AIM OF THE EXERCISE
How many of the lines below have "nodes" in them? Say the number and nothing more.

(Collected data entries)
◆ ◆ ◆ ◆

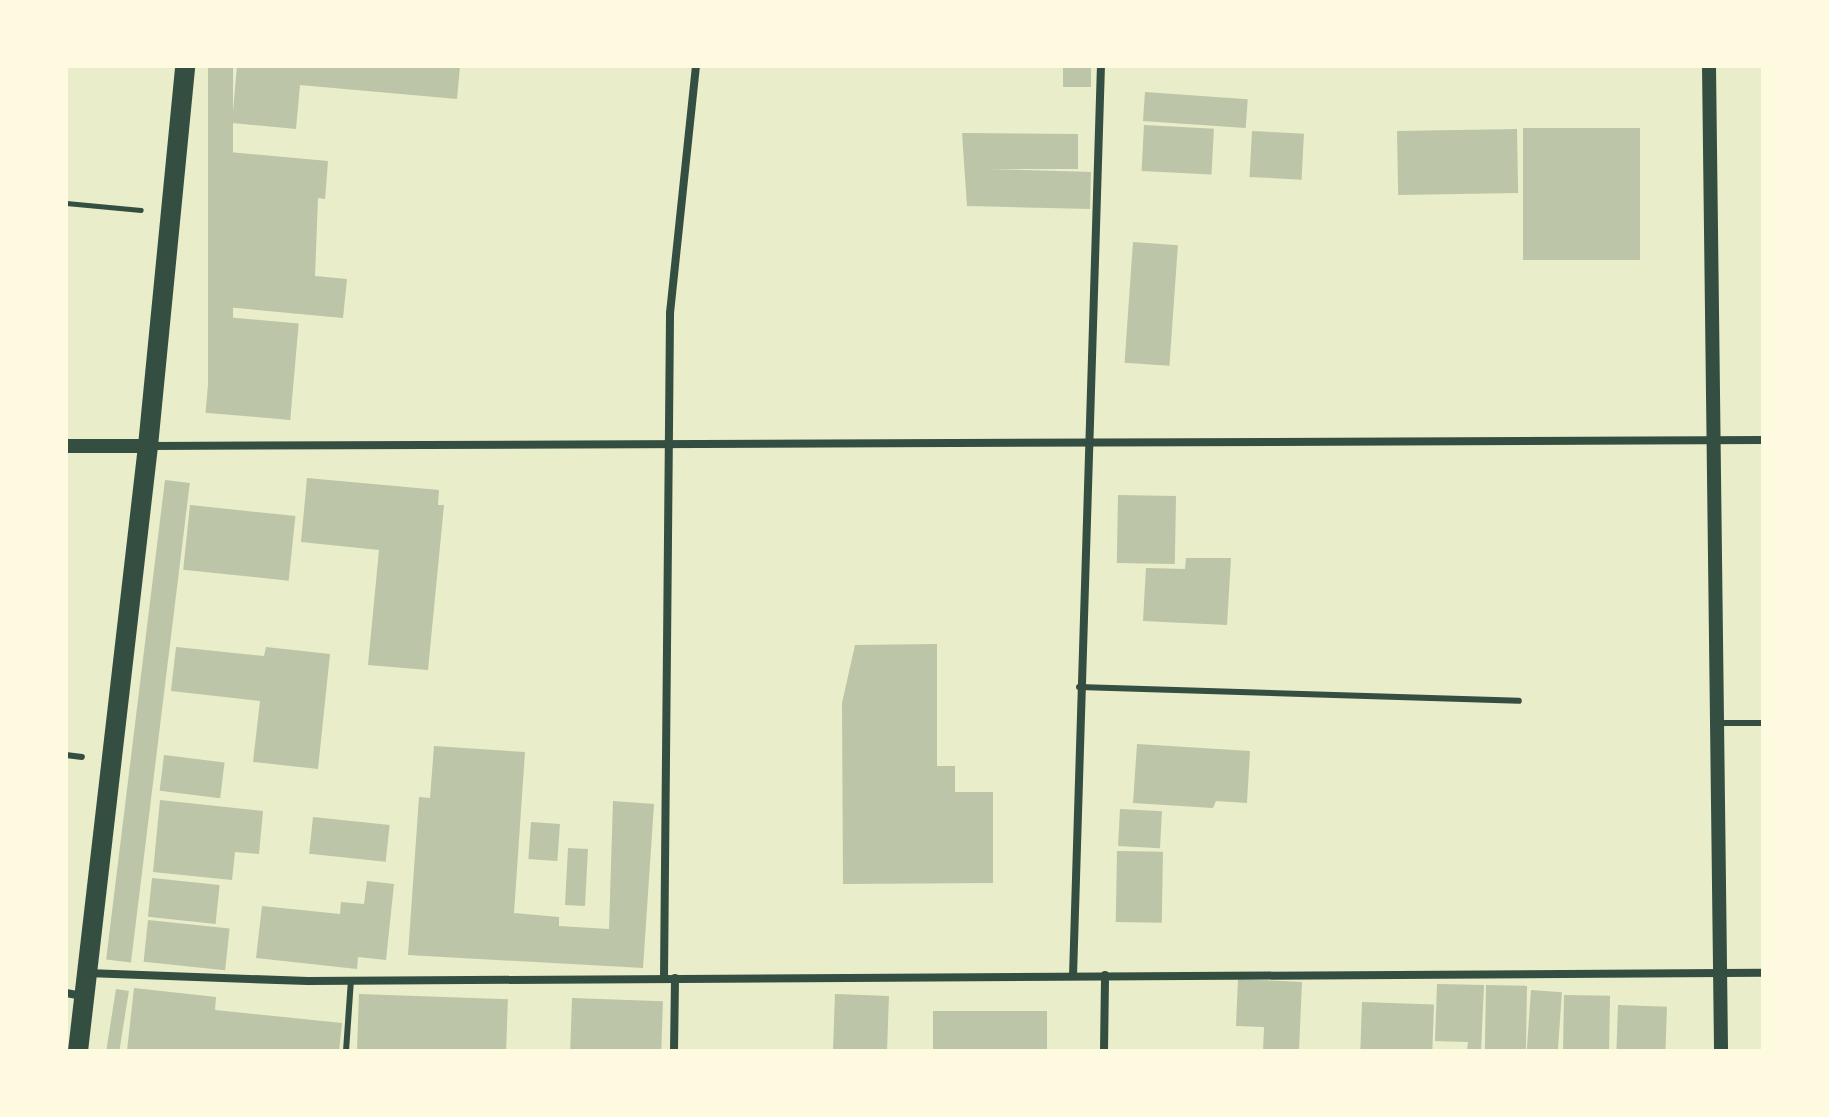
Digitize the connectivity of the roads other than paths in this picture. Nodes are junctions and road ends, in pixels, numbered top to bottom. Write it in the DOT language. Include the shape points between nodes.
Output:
graph roads {
  1 [pos="185,66"];
  2 [pos="696,66"];
  3 [pos="1101,66"];
  4 [pos="1709,66"];
  5 [pos="1763,440"];
  6 [pos="1716,441"];
  7 [pos="1088,443"];
  8 [pos="66,446"];
  9 [pos="148,446"];
  10 [pos="669,446"];
  11 [pos="1079,687"];
  12 [pos="1519,701"];
  13 [pos="1718,723"];
  14 [pos="1763,723"];
  15 [pos="66,755"];
  16 [pos="82,757"];
  17 [pos="86,973"];
  18 [pos="1720,973"];
  19 [pos="1763,973"];
  20 [pos="1105,975"];
  21 [pos="1073,976"];
  22 [pos="664,978"];
  23 [pos="675,978"];
  24 [pos="351,980"];
  25 [pos="75,994"];
  26 [pos="78,1051"];
  27 [pos="346,1051"];
  28 [pos="674,1051"];
  29 [pos="1104,1051"];
  30 [pos="1721,1051"];
  1 -- 9 [label="main road"];
  2 -- 10 [label="street" via="670,313"];
  3 -- 7 [label="street"];
  4 -- 6 [label="street"];
  5 -- 6 [label="street"];
  6 -- 7 [label="street"];
  6 -- 13 [label="street"];
  7 -- 10 [label="street"];
  7 -- 11 [label="street"];
  8 -- 9 [label="street"];
  9 -- 10 [label="street"];
  9 -- 17 [label="main road"];
  10 -- 22 [label="street"];
  11 -- 12 [label="lane"];
  11 -- 21 [label="street"];
  13 -- 14 [label="lane"];
  13 -- 18 [label="street"];
  15 -- 16 [label="lane"];
  17 -- 24 [label="street"];
  17 -- 25 [label="main road"];
  18 -- 19 [label="street"];
  18 -- 20 [label="street"];
  18 -- 30 [label="street"];
  20 -- 21 [label="street"];
  20 -- 29 [label="street"];
  21 -- 23 [label="street"];
  22 -- 23 [label="street"];
  22 -- 24 [label="street"];
  23 -- 28 [label="street"];
  24 -- 27 [label="lane"];
  25 -- 26 [label="main road"];
}
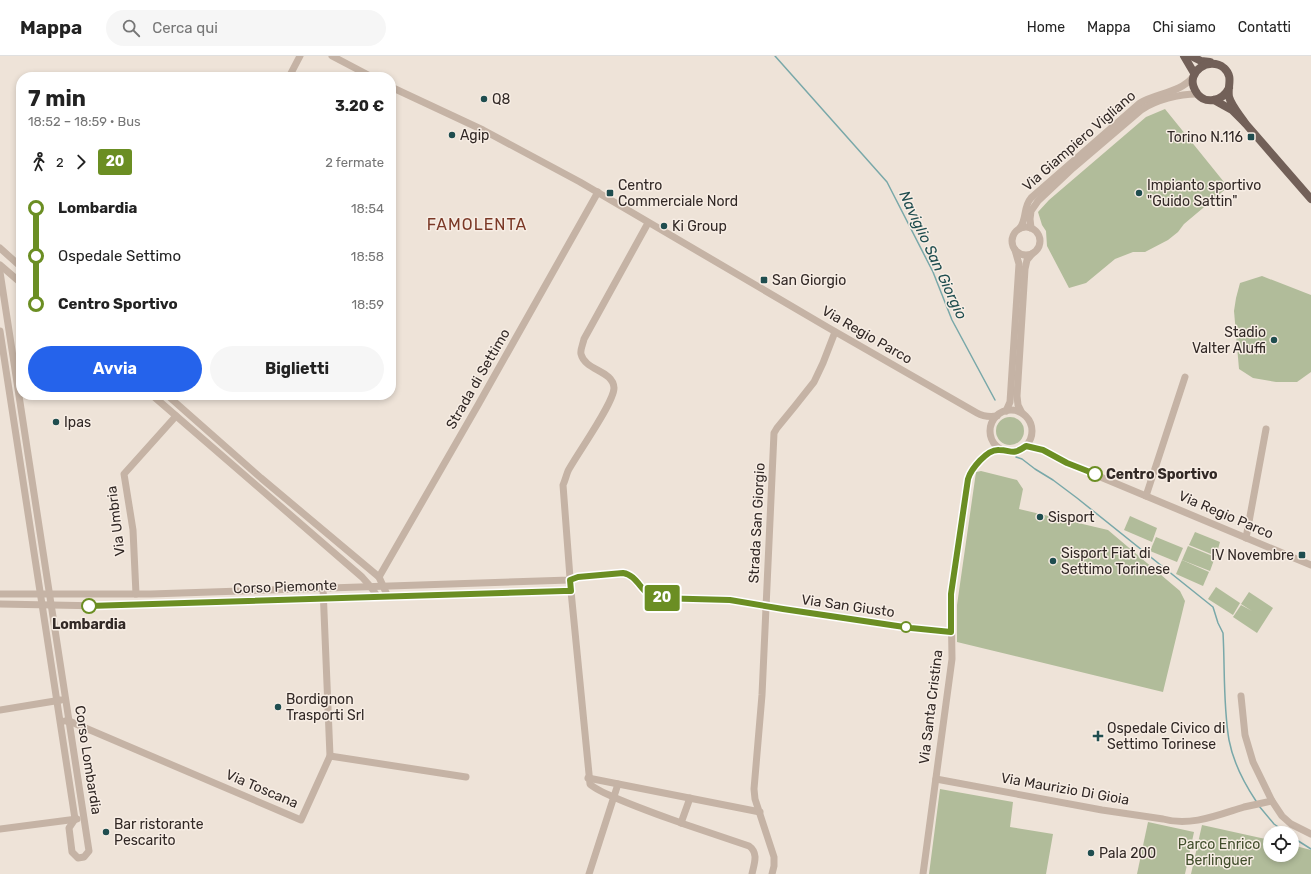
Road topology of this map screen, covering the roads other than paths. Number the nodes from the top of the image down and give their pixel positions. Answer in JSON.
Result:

◆ ◆ ◆ ◆

FINISHED TASK
2